Comment 24 Jan Pazdziora 2018-01-11 16:30:32 UTC
Just set HOME (or RANDFILE) in ipa-server-configure-first, that should do the trick.

Comment 25 Tomas Mraz 2018-01-11 16:47:48 UTC
Just to clarify - actually ignoring the error message and exit value would also work because the random data is written to the file on the command-line, only the auxiliary random data storage in ~/.rnd is not updated.

However I will fix this to not fail this way in openssl upstream. I think the auxiliary .rnd write failure should not make the command to report failure.

Comment 26 Standa Laznicka 2018-01-11 16:57:05 UTC
Thank you Tomas for the clarification. I added a PR with an environment fix to freeipa-container repository: https://github.com/freeipa/freeipa-container/pull/184

Comment 27 Jan Pazdziora 2018-01-11 16:57:21 UTC
So if we do not care about he auxiliary data, would RANDFILE=/dev/null also work, without any ill effects?
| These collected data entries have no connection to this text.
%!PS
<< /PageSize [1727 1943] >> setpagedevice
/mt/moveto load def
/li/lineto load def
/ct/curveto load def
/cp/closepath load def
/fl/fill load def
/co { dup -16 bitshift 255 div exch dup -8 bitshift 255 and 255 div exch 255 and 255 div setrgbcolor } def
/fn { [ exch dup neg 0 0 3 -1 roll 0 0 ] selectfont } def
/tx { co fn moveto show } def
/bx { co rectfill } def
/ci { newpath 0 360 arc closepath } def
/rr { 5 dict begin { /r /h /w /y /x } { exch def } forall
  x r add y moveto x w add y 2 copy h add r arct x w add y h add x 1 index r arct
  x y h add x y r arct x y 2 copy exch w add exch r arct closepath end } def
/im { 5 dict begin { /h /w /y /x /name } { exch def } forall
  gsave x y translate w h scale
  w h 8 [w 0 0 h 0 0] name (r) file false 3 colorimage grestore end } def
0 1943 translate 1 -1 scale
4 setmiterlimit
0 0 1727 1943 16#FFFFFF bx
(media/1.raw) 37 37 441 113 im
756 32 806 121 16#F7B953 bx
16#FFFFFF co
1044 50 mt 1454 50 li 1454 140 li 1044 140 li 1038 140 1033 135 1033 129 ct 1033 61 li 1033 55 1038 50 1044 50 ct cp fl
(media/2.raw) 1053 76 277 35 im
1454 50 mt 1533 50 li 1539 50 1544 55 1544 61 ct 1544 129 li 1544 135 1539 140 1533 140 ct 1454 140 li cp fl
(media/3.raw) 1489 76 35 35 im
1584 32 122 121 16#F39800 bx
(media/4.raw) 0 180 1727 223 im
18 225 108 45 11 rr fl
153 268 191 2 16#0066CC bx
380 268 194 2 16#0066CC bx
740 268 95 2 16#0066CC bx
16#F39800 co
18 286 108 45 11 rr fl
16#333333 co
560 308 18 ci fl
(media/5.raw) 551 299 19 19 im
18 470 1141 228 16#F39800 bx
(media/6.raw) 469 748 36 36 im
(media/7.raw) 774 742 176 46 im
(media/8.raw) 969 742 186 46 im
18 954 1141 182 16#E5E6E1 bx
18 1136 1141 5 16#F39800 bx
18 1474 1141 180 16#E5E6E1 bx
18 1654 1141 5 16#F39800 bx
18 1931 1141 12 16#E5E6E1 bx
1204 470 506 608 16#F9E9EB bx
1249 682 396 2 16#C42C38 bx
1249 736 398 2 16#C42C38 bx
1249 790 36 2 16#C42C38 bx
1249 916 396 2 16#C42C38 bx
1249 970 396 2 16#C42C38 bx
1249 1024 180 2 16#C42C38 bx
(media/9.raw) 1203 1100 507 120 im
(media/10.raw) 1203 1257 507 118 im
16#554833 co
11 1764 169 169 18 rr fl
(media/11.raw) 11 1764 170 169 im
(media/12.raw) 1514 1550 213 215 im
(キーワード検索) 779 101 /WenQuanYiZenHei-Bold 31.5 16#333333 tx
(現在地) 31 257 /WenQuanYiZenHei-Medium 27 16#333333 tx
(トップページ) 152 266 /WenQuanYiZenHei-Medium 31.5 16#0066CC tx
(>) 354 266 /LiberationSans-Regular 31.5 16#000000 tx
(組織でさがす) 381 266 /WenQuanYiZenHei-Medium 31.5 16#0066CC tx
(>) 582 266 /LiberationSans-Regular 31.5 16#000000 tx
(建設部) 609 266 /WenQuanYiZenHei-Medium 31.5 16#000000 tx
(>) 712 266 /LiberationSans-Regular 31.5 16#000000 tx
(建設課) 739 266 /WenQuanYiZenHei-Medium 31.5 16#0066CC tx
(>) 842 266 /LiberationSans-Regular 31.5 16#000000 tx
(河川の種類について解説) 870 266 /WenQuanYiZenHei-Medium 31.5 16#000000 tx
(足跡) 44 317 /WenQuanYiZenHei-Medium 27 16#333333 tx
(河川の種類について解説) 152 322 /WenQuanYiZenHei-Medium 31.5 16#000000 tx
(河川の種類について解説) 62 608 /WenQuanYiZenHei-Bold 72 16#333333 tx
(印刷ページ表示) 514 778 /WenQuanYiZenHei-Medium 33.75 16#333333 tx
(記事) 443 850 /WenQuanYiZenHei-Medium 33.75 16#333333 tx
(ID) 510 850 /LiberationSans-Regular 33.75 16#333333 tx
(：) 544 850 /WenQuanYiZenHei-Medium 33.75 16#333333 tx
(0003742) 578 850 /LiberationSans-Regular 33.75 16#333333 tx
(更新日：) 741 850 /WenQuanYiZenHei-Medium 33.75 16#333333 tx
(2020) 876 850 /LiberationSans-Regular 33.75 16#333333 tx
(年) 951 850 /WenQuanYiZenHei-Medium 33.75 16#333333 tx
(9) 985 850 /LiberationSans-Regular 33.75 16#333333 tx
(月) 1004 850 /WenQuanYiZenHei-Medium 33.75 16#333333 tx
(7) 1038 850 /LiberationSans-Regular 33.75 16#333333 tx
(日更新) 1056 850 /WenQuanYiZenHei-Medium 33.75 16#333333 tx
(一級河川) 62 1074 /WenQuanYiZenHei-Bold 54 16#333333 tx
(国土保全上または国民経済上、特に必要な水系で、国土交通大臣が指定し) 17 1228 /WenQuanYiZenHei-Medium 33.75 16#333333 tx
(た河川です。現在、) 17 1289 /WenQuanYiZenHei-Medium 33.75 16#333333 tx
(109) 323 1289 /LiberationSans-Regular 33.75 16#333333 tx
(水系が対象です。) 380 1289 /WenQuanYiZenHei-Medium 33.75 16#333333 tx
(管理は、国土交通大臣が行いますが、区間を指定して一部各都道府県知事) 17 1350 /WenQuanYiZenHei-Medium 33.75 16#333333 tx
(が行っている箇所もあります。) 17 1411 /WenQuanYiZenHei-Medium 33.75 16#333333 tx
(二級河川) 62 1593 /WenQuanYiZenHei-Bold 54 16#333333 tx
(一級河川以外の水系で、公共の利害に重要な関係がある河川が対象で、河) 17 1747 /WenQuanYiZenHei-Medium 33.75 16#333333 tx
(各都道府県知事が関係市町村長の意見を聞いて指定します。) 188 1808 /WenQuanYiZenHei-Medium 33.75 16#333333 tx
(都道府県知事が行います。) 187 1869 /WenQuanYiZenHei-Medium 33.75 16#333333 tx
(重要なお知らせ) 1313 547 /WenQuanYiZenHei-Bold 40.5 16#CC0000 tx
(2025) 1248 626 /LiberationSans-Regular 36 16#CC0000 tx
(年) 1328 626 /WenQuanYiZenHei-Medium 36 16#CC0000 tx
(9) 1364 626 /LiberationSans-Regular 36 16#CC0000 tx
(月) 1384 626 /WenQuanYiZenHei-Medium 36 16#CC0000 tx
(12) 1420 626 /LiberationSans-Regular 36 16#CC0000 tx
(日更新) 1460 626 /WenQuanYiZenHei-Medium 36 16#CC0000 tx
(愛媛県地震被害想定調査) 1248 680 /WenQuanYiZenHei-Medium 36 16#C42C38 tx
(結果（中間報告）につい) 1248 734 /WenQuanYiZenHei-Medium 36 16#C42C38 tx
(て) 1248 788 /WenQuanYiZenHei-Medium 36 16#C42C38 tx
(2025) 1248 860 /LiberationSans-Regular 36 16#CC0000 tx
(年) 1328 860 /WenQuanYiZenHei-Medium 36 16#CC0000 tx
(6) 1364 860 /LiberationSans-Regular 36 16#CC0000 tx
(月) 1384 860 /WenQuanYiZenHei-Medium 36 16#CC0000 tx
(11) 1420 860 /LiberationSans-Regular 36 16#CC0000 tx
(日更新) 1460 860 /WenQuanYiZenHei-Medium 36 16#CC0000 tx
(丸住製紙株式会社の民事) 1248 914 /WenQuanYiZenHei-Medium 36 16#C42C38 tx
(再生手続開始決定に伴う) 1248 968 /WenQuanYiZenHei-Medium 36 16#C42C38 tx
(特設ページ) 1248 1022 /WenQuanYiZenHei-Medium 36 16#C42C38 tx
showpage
Comment 28 Tomas Mraz 2018-01-11 17:11:24 UTC
Yes, that should work as well.

Comment 29 Jan Pazdziora 2018-01-12 08:17:28 UTC
(In reply to Tomas Mraz from comment #25)
> 
> However I will fix this to not fail this way in openssl upstream. I think
> the auxiliary .rnd write failure should not make the command to report
> failure.

Maybe amending the message to distinguish the situation when openssl tried to write and failed and the one when it did not even try because it did not know where to write it would help some people.

Comment 30 Rob Crittenden 2018-01-12 19:42:50 UTC
Add HOME env var to ipa-server-configure.service merged, https://github.com/freeipa/freeipa-container/commit/bd3a33adb878a823d2b20c8f1f4fcdeb063a9436

Comment 31 Standa Laznicka 2018-01-15 07:25:43 UTC
Thank you, Rob.

Tomas, I read you're performing the changes upstream and thus I presume you're tracking them as such. I am going to close this BZ as fixed but feel free to reopen pointing to openssl component if you'd like to track you progress here.

Comment 32 Jan Pazdziora 2018-01-15 12:53:43 UTC
(In reply to Rob Crittenden from comment #30)
> Add HOME env var to ipa-server-configure.service merged,

Actually, in the end we went with RANDFILE=/dev/null.